== Working data ==
● ● ● ●

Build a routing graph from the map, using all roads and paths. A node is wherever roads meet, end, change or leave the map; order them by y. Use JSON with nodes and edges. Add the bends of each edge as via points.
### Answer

● ● ● ●

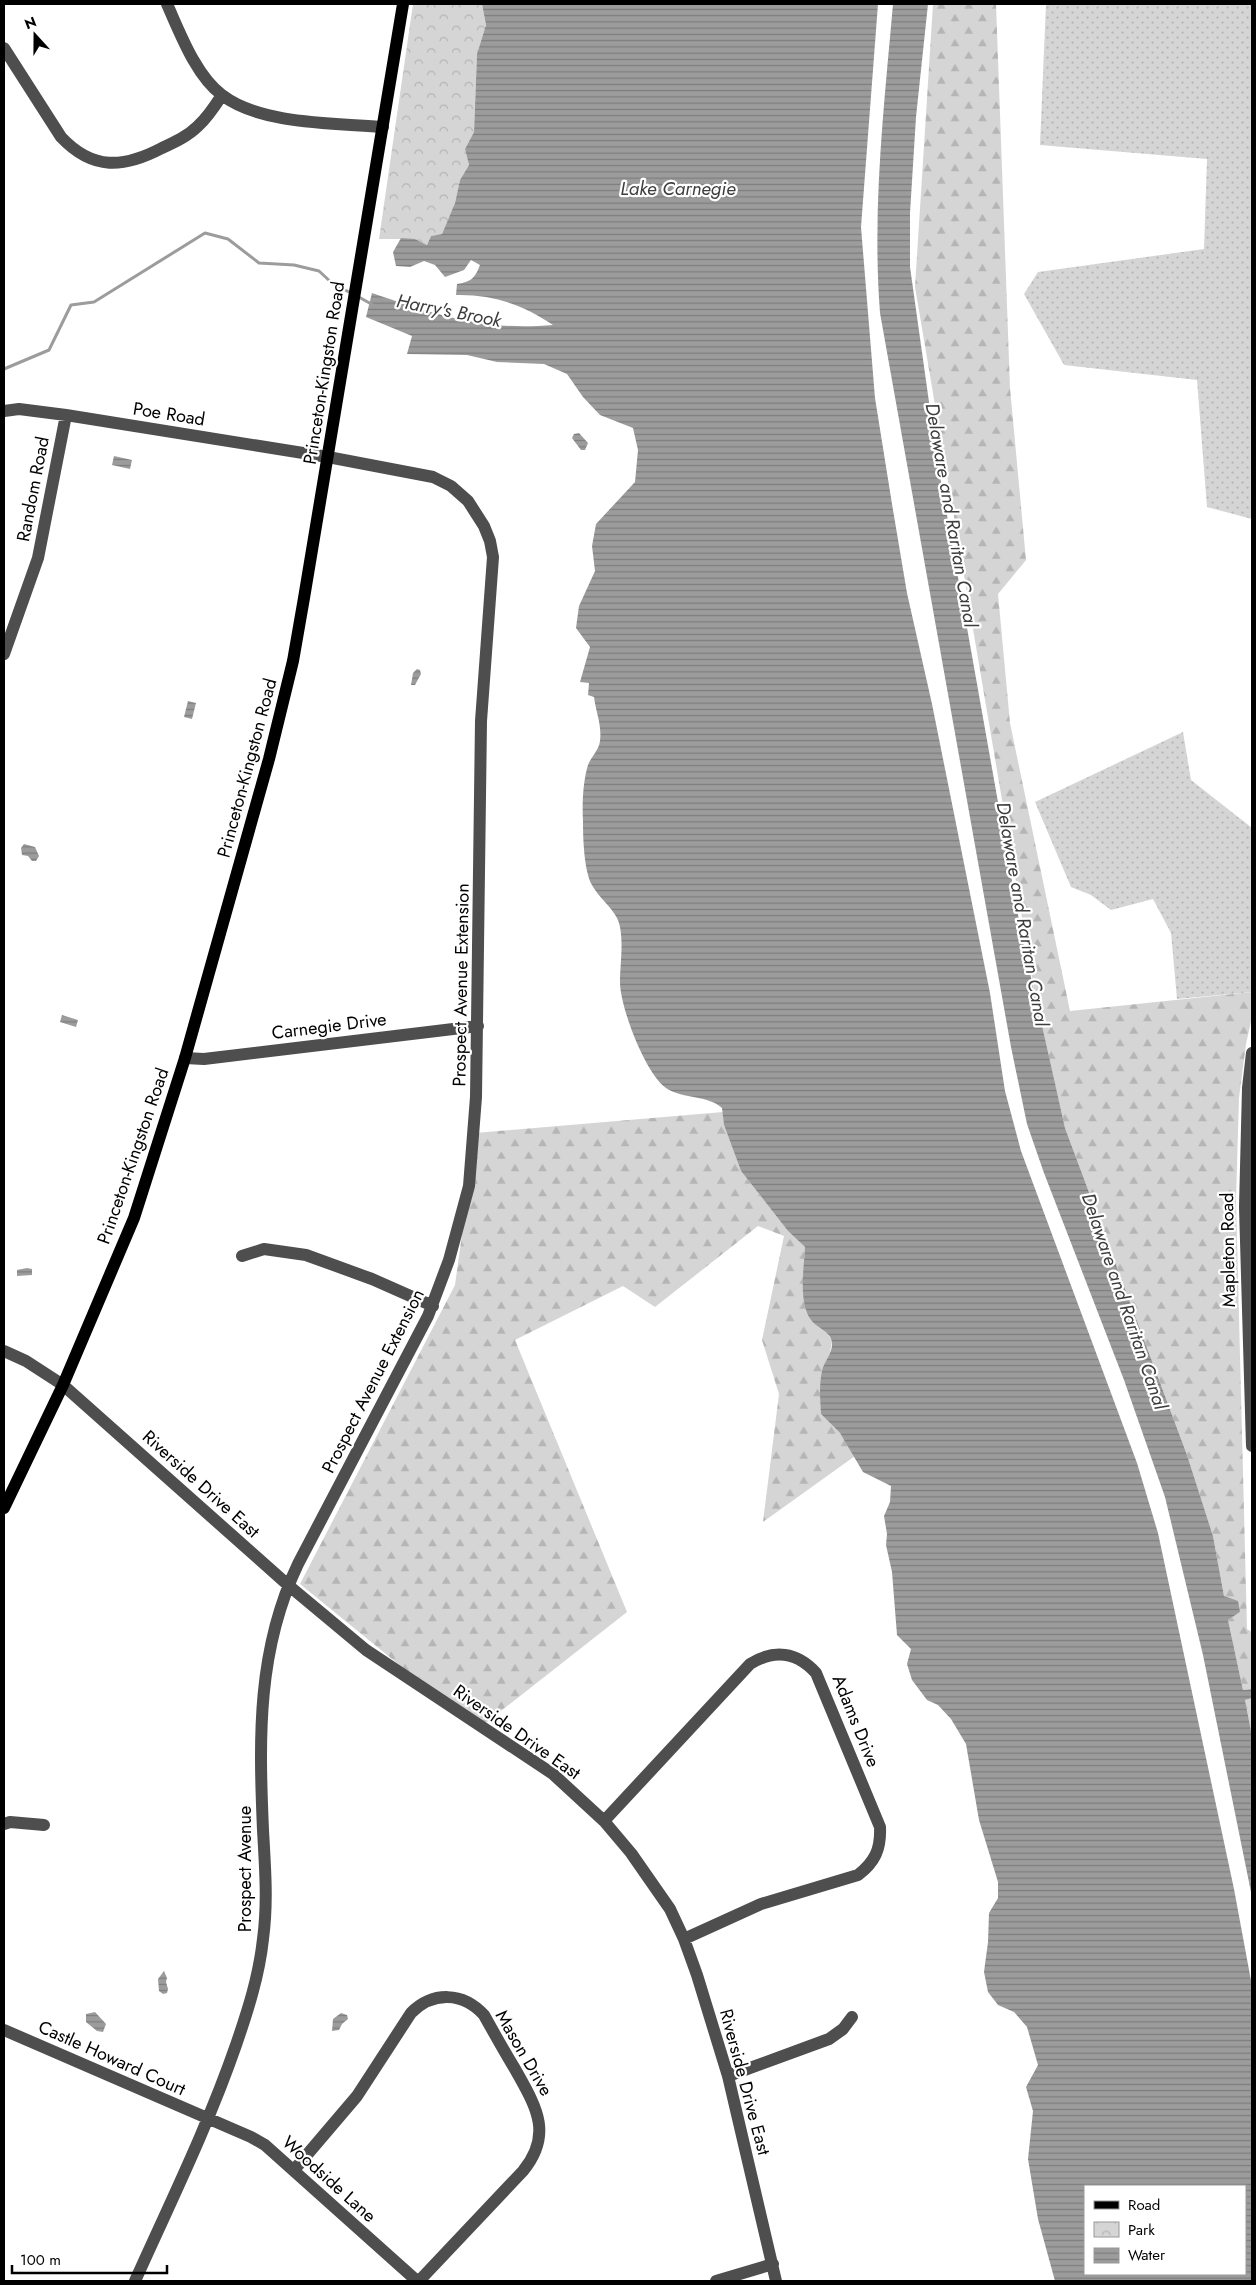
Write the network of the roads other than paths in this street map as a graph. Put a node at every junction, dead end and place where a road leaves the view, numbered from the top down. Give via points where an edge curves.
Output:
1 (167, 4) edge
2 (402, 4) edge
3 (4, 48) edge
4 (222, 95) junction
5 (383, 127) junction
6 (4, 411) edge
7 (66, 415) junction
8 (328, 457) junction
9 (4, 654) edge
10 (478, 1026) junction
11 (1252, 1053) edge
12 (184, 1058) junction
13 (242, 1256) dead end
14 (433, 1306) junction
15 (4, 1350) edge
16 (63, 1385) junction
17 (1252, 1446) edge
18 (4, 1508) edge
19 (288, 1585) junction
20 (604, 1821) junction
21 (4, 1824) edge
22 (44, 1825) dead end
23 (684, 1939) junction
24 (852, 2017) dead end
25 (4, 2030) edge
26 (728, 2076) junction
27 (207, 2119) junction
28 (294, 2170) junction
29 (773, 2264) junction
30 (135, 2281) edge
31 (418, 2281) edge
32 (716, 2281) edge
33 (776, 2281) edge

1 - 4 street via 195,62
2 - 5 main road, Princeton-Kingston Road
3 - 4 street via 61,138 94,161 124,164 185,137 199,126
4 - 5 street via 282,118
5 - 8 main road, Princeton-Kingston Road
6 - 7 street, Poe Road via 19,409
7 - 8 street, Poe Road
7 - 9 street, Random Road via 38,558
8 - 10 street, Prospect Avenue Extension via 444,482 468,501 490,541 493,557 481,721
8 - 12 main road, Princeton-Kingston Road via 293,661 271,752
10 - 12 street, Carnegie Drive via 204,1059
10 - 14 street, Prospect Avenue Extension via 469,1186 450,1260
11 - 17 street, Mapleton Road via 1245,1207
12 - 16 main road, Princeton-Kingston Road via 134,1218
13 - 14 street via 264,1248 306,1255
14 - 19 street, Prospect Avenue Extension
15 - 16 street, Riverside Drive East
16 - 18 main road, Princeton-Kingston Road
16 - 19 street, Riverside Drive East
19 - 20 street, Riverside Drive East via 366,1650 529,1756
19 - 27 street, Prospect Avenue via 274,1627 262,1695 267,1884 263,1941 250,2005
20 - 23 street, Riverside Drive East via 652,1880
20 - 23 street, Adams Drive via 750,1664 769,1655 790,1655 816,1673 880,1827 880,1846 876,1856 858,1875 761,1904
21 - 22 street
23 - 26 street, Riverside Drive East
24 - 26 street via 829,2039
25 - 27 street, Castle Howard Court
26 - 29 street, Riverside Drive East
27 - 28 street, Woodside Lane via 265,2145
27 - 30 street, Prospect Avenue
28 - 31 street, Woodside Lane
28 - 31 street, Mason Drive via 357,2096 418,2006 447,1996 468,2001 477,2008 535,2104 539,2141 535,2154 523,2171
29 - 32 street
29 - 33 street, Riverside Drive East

● ● ● ●

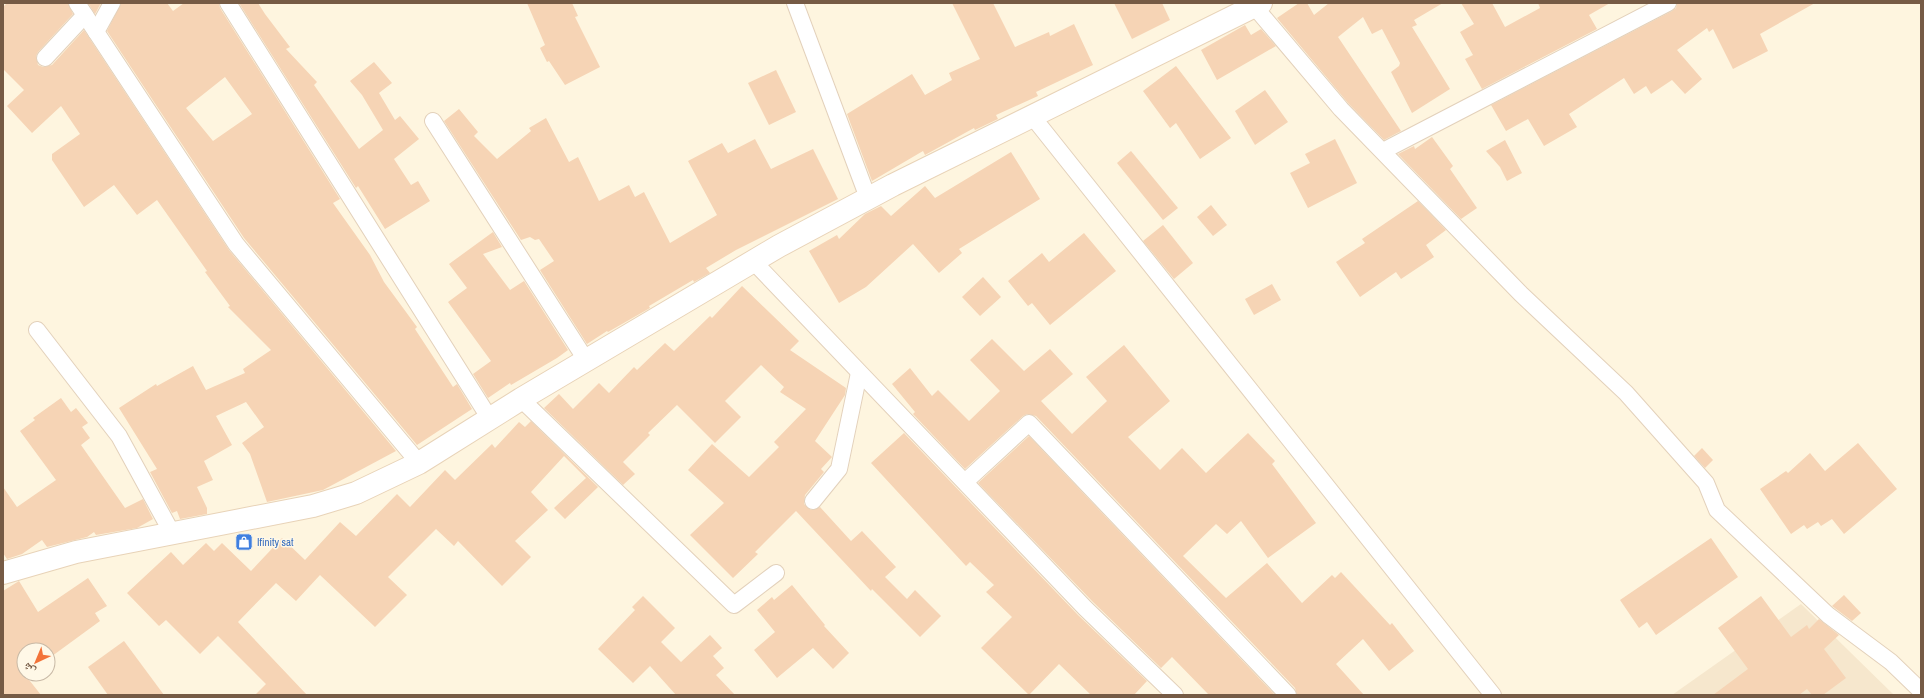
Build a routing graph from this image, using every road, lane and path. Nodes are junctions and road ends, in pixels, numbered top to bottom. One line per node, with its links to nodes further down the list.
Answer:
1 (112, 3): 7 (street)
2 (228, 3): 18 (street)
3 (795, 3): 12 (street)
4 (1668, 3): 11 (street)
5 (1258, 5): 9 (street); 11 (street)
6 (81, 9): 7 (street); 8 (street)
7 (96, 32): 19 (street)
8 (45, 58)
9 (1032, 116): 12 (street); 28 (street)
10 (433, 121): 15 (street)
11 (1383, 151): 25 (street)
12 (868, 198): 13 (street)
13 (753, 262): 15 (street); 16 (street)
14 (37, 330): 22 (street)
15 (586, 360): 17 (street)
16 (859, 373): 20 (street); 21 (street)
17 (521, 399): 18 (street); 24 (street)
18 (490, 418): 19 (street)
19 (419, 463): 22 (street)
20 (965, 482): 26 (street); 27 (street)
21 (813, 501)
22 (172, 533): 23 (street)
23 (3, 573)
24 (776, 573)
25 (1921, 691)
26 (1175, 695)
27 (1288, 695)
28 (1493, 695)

● ● ● ●

== What you should do ==
Copy out every line of the listing that contains the string "with".

== Your response ==
Build a routing graph from the map, using all roads and paths. A node is wherever roads meet, end, change or leave the map; order them by y. Use JSON with nodes and edges. Add the bends of each edge as via points.
Build a routing graph from this image, using every road, lane and path. Nodes are junctions and road ends, in pixels, numbered top to bottom. One line per node, with its links to nodes further down the list.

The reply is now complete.